Association of T lymphocyte immune imbalance and IL-10 gene polymorphism with the risk of obstructive sleep apnea in children with obesity.

Abstract

The purpose of this study is to determine the role of T lymphocyte immune imbalance and interleukin (IL)-10 gene polymorphism in the development of obstructive sleep apnea (OSA) in obese children. One hundred obese children at high-risk and low-risk for OSA based upon a sleep questionnaire were selected. Peripheral blood T lymphocyte subsets were measured by flow cytometry, and plasma IFN-γ, IL-4, and IL-10 cytokines were detected by ELISA. The relationships between OSA and the above variables were analyzed. IL-10 gene polymorphisms were analyzed by DNA sequencing. Ninety subjects completed all the tests. Forty-two patients were diagnosed as OSA by PSG. Compared with non-OSA children, the levels of CD4+ T cells, IFN-γ, and IL-4 were increased (P<0.05) whereas the numbers of CD4+ CD25+ Treg and NKT cells and the levels of IL-10 were reduced (P<0.05). Multiple linear regression analysis showed that IL-10 level was negatively associated with OAHI (OR 0.352, 95% CI 0.286-0.540; P<0.05).
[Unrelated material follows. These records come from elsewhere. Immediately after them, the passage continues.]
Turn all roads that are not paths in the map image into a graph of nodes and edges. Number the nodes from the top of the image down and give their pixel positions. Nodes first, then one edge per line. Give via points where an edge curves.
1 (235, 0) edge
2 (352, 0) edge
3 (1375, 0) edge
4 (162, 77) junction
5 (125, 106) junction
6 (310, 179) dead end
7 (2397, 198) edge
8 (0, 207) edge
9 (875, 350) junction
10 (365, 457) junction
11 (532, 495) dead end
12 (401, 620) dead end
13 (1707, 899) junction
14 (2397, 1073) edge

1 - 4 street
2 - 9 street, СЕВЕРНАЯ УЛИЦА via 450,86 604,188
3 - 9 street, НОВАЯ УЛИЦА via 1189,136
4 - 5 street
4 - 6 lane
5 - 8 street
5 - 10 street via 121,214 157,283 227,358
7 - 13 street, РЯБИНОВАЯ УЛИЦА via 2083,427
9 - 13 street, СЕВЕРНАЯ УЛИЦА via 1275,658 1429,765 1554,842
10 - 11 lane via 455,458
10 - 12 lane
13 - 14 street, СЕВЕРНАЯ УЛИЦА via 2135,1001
In multivariate analysis, IL-10 also had a strong negative association with OSA after adjustment for confounding factors from models 1 to 3. Correlative analysis showed that IL-10 levels had a positive association with CD4+ CD25+ Treg (r=0.628, P<0.01). Furthermore, the IL-10/A-1082G gene polymorphism correlated with OSA. T lymphocyte immune imbalance was associated with OSA and IL-10 may play an important protective role in the pathogenesis of OSA in obese children.